Birçok başlıkta küresel ısınma, deprem gibi konuların tartışıldığını gördüm. Aslında ben de oralarda bir şeyler yazmak istedim ama bahsetmek istediğim kavramın ayrı bir başlığı hak ettiğini düşündüm:
"Evrimsel Uyumsuzluk"Kısaca mesele şu aslında:
İnsan beyni, yüz binlerce yıl önceki koşullarda hayatta kalmak için evrimleşti. Modern dünyanın risklerine uyum sağlayacak kadar zamanımız olmadı. Bu yüzden bugün karşı karşıya olduğumuz pek çok tehlikeyi doğru algılayamıyoruz.
Modern dünyanın riskleri neler?
Küresel ısınma, sigara, deprem, nükleer tehditler…
Atalarımızın hiçbiri bu tür soyut, uzun vadeli ve düşük olasılıklı risklerle karşılaşmadı. Biz de bunları sağlıklı analiz edecek bir altyapıya sahip değiliz. Genetik donanımımız hala avcı toplayıcı dönemin ihtiyaçlarına göre düzenlenmiş durumda.
Benzer bir uyumsuzluk doğada da görülüyor. Örneğin birçok uçan böcek yön bulmak için ay ışığını referans alır. Fakat artık her yer sokak lambalarıyla dolu. Bu nedenle böcekler bu yapay ışıklara yöneliyor ve çoğu bunun sonucunda ölüyor. Onların evrimsel kodu modern dünyaya uygun değil.
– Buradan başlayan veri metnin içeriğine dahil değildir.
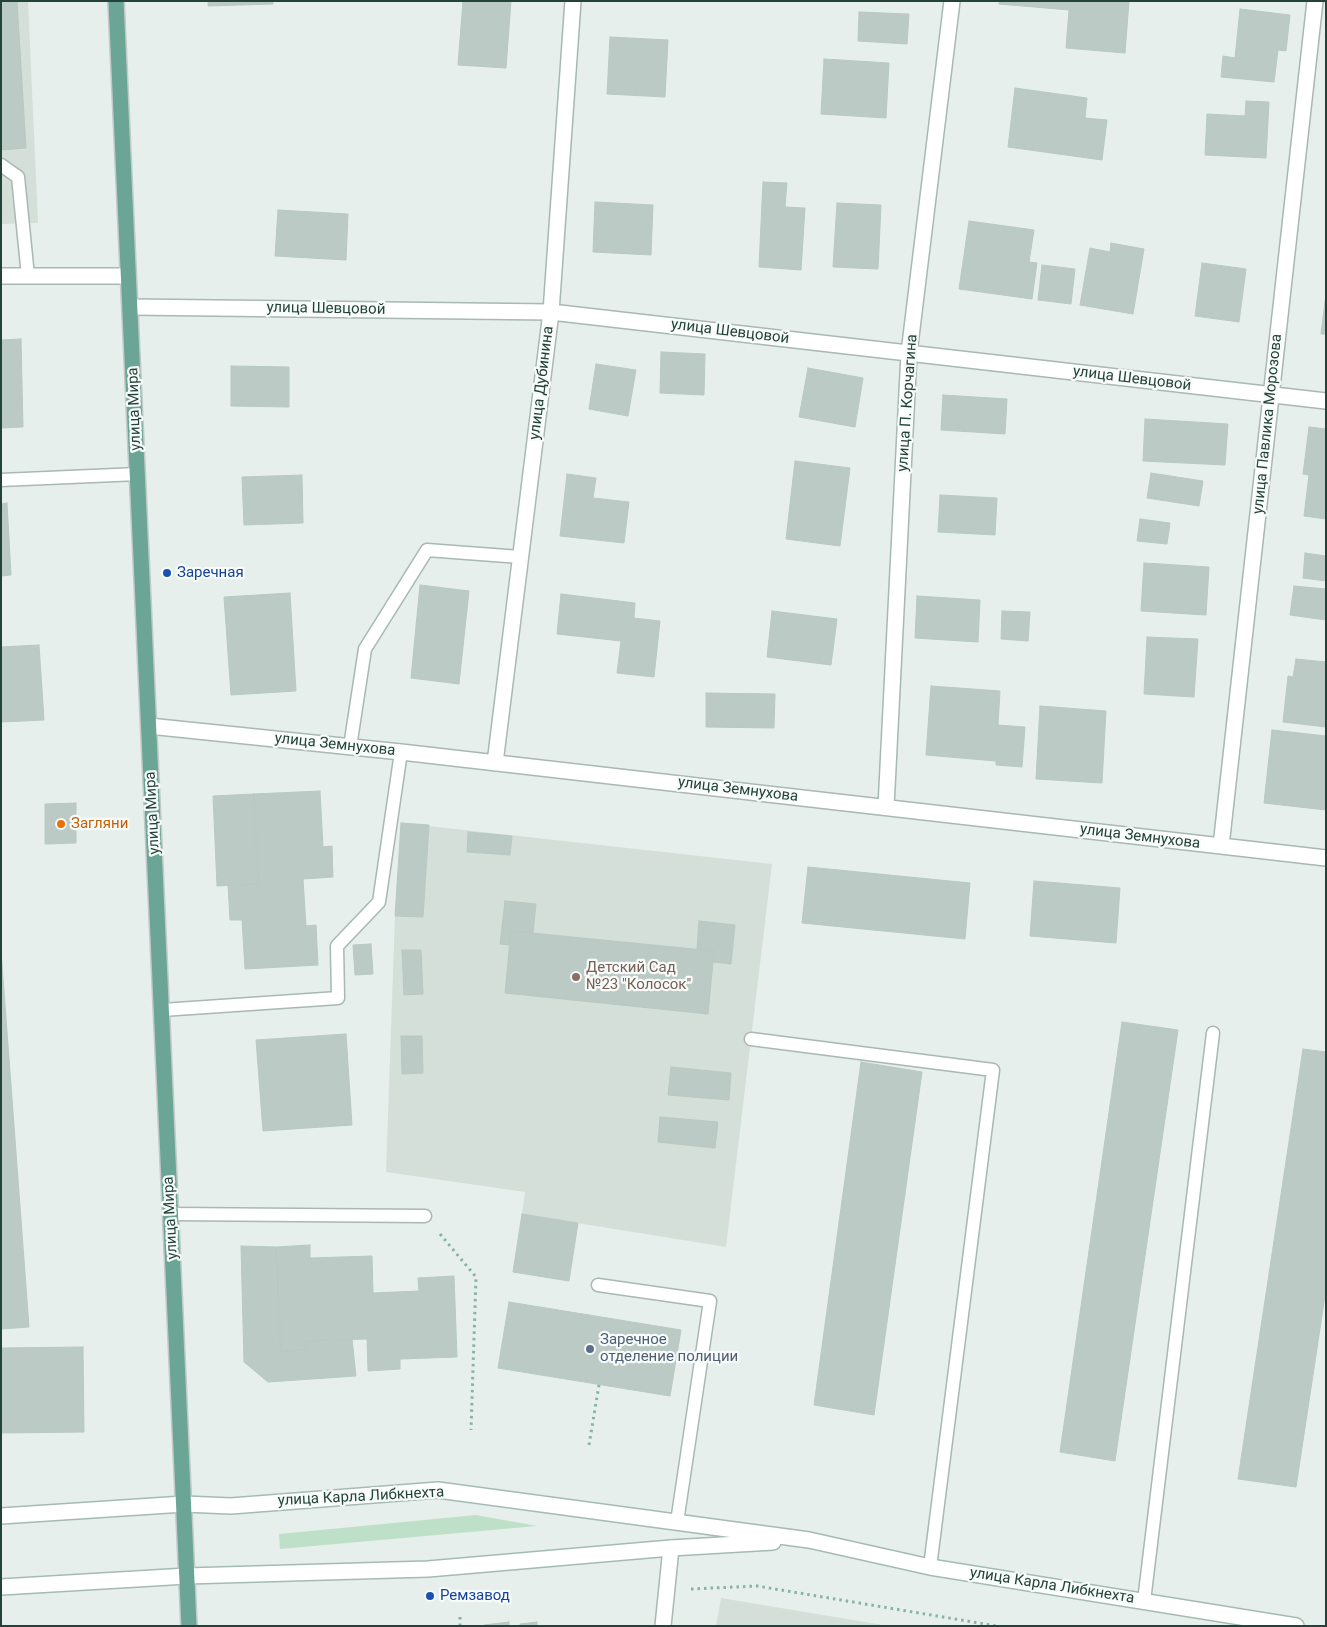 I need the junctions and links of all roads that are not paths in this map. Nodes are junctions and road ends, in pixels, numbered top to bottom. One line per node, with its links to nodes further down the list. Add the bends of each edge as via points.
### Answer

Aynı durum biz insanlar için de geçerli. İlkel çağlarda tatlı, yüksek enerji ve kalori kaynağıydı... bulduğumuz anda yemek zorundaydık. Bugün hala tatlıya aynı içgüdüyle saldırıyoruz... ama artık çevremiz yüksek kalorili yapay tatlılarla dolu. Sonuç: obezite, diyabet, kalp hastalıkları

İnsanoğlu binlerce yıl boyunca 100–150 kişilik topluluklarda yaşadı. Bugün ise milyonluk şehirlerde yaşıyoruz. Bu yüzden köye gidince huzurlu, büyük şehirde ise kalabalığın ortasında yapayalnız hissediyoruz. Çünkü beynimiz mevcut şehirler için değil, küçük kabileler için programlandı.
Özetle:
Bedenimiz taş devrine ait, yaşadığımız dünya ise dijital çağa.
Bu ikisi arasındaki uyumsuzluk, bugün yaşadığımız birçok problemin temelinde yatıyor.